** EXERCISE PROMPT **
The result should be every line in the data below that carries the string "Ferrol".

** DATA SHOWN **
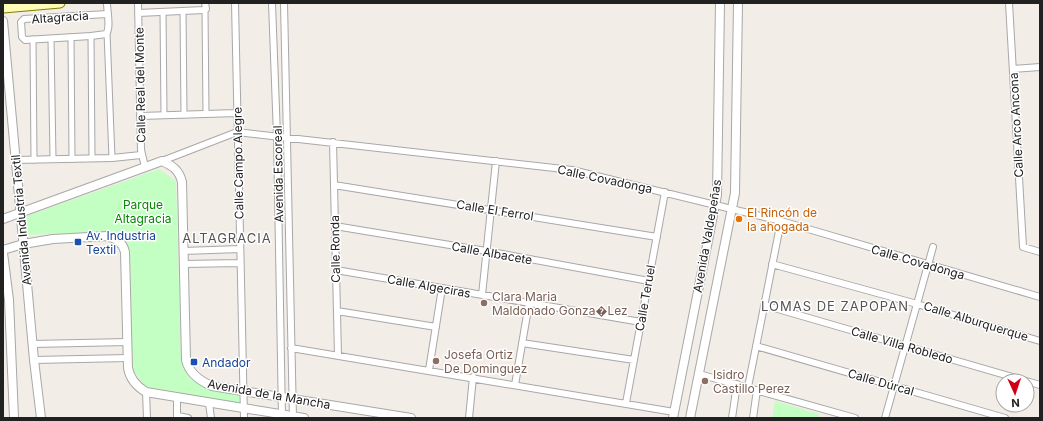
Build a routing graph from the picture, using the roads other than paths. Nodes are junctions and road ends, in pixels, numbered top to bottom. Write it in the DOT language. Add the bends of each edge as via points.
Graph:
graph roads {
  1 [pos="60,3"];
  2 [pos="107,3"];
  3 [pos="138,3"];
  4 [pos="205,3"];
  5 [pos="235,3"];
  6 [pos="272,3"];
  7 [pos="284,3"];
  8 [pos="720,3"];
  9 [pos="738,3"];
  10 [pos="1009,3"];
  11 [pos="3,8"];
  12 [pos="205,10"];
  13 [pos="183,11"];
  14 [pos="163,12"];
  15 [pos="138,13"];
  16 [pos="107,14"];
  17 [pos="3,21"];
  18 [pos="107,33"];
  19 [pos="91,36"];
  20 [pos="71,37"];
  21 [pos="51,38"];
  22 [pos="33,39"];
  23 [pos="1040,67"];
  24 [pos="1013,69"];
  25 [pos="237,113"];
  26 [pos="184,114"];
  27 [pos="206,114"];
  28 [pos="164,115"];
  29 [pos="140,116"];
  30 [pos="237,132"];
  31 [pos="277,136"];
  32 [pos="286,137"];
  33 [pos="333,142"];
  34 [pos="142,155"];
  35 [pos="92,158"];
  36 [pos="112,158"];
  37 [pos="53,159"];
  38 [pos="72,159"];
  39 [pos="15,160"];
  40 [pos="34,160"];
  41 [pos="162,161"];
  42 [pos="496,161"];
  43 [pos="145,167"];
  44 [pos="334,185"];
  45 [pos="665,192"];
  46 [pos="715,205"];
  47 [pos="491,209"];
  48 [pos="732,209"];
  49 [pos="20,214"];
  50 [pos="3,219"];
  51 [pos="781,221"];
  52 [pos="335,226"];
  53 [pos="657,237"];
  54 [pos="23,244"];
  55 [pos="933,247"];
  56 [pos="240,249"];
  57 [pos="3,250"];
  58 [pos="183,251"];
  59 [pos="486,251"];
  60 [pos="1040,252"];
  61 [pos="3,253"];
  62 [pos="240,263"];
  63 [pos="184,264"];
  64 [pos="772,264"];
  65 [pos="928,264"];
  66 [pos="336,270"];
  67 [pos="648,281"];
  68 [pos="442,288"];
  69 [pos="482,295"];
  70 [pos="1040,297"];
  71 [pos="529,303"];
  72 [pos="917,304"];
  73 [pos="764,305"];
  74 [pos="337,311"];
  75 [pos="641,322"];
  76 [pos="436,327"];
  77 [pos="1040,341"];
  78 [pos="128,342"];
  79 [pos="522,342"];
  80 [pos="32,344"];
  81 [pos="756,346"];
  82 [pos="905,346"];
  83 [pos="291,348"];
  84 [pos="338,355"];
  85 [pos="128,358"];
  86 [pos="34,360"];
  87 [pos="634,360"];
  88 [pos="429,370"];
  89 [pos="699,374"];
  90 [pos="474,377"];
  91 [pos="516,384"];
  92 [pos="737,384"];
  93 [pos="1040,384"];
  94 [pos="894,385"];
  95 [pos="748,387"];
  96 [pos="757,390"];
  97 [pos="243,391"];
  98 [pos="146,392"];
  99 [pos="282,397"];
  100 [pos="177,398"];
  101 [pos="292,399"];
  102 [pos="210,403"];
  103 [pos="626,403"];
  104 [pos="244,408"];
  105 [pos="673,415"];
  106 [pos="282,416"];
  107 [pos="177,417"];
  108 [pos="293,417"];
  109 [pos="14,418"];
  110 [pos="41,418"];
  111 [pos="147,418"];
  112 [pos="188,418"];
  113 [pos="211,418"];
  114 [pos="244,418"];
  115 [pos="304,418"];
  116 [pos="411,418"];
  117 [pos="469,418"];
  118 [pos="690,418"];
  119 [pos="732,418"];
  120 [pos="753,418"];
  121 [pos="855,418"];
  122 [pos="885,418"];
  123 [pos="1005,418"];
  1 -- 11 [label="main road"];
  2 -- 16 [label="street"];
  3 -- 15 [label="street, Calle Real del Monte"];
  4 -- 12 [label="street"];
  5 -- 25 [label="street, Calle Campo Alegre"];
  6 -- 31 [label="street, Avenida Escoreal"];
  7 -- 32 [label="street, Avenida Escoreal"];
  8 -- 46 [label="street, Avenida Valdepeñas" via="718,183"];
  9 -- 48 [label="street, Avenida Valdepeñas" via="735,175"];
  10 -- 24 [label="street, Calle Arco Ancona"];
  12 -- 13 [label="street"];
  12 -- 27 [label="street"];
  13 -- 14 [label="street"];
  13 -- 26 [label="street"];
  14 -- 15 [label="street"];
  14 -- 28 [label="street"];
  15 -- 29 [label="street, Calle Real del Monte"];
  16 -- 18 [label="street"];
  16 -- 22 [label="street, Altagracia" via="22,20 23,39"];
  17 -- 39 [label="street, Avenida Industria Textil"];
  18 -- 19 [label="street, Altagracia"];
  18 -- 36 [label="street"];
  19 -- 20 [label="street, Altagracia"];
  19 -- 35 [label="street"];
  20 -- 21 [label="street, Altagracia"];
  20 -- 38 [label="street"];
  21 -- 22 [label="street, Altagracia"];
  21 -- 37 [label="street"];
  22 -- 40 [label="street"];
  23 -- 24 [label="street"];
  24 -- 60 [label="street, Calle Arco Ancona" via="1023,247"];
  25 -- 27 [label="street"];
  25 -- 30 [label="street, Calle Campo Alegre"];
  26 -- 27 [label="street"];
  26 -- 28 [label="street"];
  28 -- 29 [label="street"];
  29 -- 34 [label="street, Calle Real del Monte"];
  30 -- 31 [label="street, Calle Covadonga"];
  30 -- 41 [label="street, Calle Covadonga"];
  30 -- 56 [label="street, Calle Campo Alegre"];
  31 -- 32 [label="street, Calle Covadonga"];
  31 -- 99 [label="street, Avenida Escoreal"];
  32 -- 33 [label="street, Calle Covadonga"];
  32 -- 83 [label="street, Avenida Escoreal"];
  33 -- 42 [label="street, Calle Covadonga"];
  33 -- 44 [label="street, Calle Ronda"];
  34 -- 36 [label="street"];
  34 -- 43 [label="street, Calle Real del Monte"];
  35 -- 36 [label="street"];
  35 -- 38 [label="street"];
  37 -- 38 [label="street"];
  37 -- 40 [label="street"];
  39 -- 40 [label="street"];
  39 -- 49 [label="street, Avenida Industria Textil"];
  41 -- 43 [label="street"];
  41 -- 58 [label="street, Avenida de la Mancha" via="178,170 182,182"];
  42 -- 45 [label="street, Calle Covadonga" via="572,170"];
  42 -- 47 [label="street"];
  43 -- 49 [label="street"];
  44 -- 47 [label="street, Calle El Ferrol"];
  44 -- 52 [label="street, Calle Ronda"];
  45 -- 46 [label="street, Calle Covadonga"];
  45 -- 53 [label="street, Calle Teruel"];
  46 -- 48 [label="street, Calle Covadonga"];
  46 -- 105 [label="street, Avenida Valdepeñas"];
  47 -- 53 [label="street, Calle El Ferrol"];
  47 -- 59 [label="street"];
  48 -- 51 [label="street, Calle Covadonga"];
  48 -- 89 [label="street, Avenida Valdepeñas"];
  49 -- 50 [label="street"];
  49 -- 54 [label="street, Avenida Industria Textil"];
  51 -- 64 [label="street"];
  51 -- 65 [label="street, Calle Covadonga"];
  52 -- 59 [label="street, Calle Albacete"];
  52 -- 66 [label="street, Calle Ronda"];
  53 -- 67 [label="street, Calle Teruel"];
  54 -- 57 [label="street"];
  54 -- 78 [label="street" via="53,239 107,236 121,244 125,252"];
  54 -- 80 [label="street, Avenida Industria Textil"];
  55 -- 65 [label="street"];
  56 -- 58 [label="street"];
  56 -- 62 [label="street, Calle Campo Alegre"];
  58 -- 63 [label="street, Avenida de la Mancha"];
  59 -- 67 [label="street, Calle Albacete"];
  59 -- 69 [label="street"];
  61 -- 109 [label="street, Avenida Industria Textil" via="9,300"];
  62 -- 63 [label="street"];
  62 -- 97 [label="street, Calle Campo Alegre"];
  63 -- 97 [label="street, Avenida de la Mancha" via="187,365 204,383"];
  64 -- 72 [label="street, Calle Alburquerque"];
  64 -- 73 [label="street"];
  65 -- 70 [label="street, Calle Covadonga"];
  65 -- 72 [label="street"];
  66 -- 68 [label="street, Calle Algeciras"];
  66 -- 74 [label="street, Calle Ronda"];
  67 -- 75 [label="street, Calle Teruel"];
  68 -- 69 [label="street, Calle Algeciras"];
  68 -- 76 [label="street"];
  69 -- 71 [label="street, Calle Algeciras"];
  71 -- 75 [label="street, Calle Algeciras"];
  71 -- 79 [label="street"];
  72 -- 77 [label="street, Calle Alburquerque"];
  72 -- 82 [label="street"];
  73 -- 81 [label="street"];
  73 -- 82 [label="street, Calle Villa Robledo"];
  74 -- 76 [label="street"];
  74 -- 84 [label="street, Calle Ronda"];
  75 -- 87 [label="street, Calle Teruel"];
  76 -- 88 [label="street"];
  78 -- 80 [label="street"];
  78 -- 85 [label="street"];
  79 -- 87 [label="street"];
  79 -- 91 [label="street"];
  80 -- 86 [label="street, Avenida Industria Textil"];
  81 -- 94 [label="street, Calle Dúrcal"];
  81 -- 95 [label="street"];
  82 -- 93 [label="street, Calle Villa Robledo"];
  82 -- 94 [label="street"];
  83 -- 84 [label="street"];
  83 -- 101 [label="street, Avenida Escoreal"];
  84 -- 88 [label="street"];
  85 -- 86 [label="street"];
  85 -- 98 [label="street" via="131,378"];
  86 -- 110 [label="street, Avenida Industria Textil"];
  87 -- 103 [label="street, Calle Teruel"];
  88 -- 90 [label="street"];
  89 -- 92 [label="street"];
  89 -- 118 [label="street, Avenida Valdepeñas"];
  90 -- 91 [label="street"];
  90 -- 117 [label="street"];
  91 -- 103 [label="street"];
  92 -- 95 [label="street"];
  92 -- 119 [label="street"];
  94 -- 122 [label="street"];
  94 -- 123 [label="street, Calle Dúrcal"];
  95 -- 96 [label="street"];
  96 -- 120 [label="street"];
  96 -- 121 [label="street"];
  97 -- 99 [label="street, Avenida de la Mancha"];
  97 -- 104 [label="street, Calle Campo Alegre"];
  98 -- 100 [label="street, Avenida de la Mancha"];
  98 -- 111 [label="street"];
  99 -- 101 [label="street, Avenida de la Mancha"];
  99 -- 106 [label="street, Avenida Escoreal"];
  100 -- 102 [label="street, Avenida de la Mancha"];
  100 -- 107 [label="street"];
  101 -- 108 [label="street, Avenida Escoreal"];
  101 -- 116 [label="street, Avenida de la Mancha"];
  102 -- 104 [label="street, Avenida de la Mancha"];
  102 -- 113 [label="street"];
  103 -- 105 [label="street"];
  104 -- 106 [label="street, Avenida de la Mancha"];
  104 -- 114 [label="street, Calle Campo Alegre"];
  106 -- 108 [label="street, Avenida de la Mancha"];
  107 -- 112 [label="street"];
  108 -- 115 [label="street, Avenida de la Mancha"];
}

** ANSWER FOR THE TASK **
  44 -- 47 [label="street, Calle El Ferrol"];
  47 -- 53 [label="street, Calle El Ferrol"];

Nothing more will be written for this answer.